When it comes to my grief, I find it very important not to pathologize it. Grief is a very difficult and slow process, but it is a normal process. I know I am not depressed. I am not in need of medication. My grief is not something talk therapy is going to "heal" because that just isn't how grief works. Finding a support group of other people also going through the grief process is BY FAR more helpful than a therapist would be because they understand without trying to "fix" it. As much as I like my therapists, I am pretty sure they would go into "fix it" mode and that honestly would cause more harm than good.
If I was truly in a mental health crisis: clinical depression, severe PTSD, anxiety - symptoms really needing monitoring and perhaps medication - then yes, I'd go back to therapy. I just don't feel the need for therapy at this point in my life if I am not in crisis.
Completely my personal viewpoint on this: As far as taking a break went, I found it helpful to give myself some time to "reset" and see where I was without a therapist. In my experience, I know while in therapy, I can tend to get bogged down in my navel gazing and forget to look up and see truly where I am at. Breaks are rather enlightening for me. They give me that opportunity to apply what I have discovered in therapy and see how my new learnings/skills, etc. hold up to reality.
I returned a couple times -- eventually -- to therapy when I saw I needed that other set of eyes on me: I was struggling again with depression usually, and wasn't sure I was truly managing well on my own. But being able to go back at that point - after an extended break and with a different therapist - felt fresh rather than more of the same. It was with a different set of eyes, a different approach to therapy, a different personality to interact with. Those differences provided fresh insights that I honestly don't feel I would have gotten from an old therapist who had already decided who I was. What I knew was that I wasn't really the same person this time around that I was the last time around: I was in a different place and I didn't want to be held to the "old" me.

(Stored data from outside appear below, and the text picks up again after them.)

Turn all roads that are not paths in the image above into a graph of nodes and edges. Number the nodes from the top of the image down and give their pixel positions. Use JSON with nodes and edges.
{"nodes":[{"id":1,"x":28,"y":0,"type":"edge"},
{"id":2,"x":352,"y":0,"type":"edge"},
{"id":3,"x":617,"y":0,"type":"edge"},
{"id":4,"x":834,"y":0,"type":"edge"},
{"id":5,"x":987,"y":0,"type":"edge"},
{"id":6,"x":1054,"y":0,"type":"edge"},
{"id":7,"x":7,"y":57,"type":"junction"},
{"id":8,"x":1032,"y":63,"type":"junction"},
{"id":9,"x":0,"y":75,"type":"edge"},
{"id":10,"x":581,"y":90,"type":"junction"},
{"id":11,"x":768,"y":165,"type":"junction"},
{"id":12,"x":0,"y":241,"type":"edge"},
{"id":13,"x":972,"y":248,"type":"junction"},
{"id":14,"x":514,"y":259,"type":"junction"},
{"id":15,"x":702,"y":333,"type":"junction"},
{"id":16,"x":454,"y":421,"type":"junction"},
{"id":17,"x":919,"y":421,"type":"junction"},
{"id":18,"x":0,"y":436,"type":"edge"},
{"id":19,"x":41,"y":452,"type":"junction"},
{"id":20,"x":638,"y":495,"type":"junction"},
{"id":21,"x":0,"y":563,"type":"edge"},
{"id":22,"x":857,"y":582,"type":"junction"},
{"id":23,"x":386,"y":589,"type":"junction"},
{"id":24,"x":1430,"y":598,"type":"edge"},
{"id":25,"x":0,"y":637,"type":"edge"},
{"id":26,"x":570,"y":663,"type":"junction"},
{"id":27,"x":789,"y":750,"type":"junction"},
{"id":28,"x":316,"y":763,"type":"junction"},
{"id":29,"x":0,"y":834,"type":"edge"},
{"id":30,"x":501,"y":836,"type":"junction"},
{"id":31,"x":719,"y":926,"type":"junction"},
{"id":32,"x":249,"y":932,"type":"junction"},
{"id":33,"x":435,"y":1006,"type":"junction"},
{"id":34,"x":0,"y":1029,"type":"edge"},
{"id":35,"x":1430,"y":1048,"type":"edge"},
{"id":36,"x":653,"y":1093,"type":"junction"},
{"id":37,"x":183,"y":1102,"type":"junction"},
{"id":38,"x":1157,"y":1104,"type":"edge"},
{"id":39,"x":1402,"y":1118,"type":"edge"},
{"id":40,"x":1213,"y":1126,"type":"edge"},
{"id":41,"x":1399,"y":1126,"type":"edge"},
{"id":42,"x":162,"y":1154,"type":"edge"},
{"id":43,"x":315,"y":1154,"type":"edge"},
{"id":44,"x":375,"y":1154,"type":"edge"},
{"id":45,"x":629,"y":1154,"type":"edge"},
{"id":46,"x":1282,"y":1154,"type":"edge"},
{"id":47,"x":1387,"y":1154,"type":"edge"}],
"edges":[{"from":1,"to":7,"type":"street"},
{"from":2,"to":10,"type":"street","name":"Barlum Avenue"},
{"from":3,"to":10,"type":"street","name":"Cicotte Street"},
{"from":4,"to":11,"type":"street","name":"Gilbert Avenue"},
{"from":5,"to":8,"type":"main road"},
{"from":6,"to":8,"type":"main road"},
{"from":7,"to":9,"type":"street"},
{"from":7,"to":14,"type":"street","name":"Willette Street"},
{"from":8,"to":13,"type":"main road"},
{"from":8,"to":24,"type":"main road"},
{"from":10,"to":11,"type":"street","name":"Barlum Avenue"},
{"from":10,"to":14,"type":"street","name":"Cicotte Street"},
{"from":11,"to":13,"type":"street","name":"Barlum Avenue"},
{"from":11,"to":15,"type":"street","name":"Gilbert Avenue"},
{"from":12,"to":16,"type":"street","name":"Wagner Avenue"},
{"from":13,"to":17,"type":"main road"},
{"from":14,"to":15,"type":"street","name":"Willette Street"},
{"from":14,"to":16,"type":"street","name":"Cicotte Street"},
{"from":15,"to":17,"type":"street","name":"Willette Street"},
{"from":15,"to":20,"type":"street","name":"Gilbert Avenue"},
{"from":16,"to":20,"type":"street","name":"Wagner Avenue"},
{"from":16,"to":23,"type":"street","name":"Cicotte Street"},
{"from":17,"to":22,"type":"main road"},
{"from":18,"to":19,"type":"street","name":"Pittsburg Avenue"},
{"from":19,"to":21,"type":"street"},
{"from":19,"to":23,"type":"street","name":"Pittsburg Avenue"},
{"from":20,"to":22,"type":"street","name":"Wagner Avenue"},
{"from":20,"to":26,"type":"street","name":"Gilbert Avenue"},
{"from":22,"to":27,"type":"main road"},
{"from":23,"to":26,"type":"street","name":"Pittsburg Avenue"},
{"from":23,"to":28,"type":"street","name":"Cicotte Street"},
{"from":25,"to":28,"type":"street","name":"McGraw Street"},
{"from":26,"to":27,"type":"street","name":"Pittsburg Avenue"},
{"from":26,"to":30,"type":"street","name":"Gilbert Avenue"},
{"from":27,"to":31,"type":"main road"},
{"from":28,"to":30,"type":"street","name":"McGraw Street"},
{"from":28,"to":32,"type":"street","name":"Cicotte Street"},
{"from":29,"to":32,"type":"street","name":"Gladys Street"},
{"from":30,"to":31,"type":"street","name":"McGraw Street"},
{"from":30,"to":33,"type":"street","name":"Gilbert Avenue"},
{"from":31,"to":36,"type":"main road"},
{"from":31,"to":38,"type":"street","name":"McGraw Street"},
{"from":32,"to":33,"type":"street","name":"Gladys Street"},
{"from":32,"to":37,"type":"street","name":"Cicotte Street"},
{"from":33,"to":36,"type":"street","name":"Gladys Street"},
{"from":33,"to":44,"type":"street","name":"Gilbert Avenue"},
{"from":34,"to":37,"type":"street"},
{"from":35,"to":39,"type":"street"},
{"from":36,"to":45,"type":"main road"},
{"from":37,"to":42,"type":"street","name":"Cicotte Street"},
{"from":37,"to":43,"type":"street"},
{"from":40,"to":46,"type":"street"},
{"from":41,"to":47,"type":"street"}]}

If fact, there was one time (almost forgot about it) that I did try going back to my last therapist. It lasted exactly one session because I realized he still was seeing me from an "older" perspective and I was not in that "old" place. It immediately frustrated me, and I decided I didn't want to spend time retraining him (LOL). I decided not to try to restart therapy, and instead, I just continued working on myself by myself, which I realized I was quite capable of doing -- and my rates are MUCH cheaper. LOL.